As to the waveform, a rectangular wave, a sine wave, a triangular
wave, or the like, is used. With the application of such a bias
voltage, the developer in the developing zone 7 is alternately
affected by an electric field which urges the developer in a
direction from the sleeve 5 toward drum 1, and another electric
field which urges it in a direction from drum 1 toward sleeve 5,
whereby the developer vigorously oscillates in the developing zone.
As a result, an image of superb quality can be produced.
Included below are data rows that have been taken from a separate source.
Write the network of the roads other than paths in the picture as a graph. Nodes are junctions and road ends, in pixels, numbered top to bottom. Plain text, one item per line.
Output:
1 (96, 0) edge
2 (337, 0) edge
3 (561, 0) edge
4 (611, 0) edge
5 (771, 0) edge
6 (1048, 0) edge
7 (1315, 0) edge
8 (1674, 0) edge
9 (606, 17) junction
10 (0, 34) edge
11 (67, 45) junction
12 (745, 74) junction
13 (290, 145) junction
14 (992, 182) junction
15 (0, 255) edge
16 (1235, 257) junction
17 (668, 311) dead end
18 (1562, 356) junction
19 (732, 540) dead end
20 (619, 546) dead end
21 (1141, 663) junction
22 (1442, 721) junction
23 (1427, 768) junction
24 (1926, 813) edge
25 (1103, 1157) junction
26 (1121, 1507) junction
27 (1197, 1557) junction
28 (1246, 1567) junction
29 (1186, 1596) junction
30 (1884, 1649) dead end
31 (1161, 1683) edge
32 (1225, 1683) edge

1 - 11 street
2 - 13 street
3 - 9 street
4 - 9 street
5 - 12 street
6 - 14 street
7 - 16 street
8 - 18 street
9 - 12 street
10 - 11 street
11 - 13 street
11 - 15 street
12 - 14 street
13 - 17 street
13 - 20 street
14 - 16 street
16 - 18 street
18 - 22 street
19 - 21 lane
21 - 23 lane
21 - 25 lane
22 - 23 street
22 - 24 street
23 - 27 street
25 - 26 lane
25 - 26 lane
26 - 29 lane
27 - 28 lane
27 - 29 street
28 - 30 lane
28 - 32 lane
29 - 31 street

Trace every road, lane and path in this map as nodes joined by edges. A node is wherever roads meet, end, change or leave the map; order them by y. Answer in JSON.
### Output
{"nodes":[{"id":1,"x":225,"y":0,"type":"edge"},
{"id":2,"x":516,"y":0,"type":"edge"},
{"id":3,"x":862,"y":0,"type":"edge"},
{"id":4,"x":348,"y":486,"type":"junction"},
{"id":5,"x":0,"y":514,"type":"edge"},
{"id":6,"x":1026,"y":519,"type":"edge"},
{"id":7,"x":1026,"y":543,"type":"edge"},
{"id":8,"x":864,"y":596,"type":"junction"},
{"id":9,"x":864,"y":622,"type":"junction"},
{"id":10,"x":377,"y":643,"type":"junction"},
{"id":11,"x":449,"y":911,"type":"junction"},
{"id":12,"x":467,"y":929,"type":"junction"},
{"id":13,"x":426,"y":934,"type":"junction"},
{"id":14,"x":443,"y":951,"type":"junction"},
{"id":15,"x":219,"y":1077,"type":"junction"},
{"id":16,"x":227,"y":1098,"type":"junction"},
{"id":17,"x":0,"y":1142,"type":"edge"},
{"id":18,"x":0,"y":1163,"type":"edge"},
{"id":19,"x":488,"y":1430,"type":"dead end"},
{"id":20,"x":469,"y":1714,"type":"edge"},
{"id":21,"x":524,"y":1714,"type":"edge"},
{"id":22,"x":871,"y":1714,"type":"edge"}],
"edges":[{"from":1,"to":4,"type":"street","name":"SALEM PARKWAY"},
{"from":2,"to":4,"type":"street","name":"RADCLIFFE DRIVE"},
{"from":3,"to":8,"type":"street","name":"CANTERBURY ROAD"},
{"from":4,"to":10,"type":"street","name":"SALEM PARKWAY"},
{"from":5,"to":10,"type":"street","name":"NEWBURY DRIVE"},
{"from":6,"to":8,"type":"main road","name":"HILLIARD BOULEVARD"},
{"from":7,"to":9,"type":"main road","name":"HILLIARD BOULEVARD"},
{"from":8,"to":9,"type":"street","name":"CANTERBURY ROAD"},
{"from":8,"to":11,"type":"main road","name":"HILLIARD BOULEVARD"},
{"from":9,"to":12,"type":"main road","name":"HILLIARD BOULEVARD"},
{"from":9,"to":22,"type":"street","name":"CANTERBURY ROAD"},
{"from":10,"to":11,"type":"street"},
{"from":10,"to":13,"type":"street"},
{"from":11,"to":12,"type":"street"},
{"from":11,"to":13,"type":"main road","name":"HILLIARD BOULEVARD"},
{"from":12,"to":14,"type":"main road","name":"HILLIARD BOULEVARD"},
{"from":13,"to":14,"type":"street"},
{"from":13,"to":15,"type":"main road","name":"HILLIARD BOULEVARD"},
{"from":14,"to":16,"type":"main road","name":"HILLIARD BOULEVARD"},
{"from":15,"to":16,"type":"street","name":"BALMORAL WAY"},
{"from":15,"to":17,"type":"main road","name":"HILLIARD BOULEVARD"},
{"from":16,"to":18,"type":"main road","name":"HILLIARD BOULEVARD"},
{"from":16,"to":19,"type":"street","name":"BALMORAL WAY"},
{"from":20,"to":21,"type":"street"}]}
The value of the DC voltage component in the oscillating bias
voltage is set to fall between the values of the latent image
potentials corresponding to the light and dark portions of the
original. In the case of a reverse development process, the DC
voltage component value preferably is set closer to the latent
image potential value corresponding to the dark portions than that
corresponding to the light portions, and in the case of a normal
developing process, it is preferably set closer to the light
portions than the dark portions, in consideration of fog
prevention, image density improvement, prevention of the thinning
of the lines in line drawings, and the like.
Whatever the case may be, the value of the aforementioned DC
voltage value is set to be a value selected to correspond to the
target values for the degree of fogginess, the image density, the
line width in line drawings, and the like. According to this
embodiment, the aforementioned target values can be reliably
reached even when the gap between the drum and the sleeve
periodically changes, or even if this gap is different for each
process cartridge.
Here, reverse development means a development process in which the
latent image is developed or visualized by adhering developer
charged to the same polarity as the latent image, to the latent
image, on the portion of the image bearing member corresponding to
the light portion of the original. On the contrary, a normal
development process is one in which the latent image is developed
or visualized by adhering developer charged to the polarity
opposite to that of the latent image, to the latent image, on the
portion of the image bearing member which corresponds to the dark
portion of the original.
The developer is mainly charged to the polarity for developing the
latent image by friction between the developer and the sleeve
5.
Further, the magnetic pole S.sub.1 of the magnet 6 forms a magnetic
field, which contributes to prevent fogging, so that an image
defined with crisp lines can be developed. The magnetic poles
N.sub.2 and S.sub.2 contribute to convey the developer.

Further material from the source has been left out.